Exercise brief:
Among the lines listed below, count those that include the string "dead", and state only the count.

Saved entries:
==*==
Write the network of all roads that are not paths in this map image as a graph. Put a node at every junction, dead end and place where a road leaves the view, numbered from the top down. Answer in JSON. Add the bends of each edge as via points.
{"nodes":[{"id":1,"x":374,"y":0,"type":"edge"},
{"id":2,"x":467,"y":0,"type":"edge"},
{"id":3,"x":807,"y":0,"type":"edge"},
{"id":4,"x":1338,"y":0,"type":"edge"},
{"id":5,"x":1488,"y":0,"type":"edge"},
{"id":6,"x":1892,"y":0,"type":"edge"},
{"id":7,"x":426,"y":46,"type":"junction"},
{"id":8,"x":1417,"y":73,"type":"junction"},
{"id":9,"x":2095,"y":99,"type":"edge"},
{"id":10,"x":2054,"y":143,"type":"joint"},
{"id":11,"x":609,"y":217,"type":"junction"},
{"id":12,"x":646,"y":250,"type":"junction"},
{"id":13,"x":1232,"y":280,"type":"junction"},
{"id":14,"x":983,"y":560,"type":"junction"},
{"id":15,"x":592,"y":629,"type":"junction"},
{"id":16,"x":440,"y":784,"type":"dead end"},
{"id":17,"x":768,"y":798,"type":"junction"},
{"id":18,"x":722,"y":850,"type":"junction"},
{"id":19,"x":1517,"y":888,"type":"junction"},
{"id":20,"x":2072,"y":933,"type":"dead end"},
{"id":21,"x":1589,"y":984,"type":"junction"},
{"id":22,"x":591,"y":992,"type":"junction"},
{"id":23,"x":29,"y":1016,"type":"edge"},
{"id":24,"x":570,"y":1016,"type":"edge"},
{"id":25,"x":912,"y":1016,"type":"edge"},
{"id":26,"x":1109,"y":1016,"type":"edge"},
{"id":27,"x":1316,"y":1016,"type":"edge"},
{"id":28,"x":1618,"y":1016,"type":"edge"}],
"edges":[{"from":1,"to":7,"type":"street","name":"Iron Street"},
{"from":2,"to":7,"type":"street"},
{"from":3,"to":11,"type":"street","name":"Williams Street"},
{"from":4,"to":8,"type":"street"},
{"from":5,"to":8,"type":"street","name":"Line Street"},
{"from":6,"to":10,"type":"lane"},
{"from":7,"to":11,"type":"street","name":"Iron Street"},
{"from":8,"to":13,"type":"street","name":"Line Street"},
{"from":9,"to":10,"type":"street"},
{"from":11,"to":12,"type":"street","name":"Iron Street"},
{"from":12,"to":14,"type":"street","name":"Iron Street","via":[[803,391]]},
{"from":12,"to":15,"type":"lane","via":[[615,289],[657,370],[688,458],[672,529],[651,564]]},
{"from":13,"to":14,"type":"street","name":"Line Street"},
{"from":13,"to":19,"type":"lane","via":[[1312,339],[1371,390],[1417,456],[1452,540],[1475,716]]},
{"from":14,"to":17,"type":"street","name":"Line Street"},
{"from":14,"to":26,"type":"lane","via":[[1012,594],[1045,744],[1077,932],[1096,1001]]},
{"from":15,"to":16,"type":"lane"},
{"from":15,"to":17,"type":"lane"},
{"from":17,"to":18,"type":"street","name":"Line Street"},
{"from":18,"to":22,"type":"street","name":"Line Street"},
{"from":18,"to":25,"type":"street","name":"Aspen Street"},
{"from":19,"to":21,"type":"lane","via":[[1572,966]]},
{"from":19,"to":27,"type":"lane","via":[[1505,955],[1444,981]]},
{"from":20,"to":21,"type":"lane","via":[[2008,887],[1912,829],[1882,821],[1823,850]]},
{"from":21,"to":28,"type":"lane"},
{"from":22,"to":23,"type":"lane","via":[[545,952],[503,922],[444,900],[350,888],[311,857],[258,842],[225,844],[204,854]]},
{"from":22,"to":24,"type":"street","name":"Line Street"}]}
==*==
Solution for this task:
3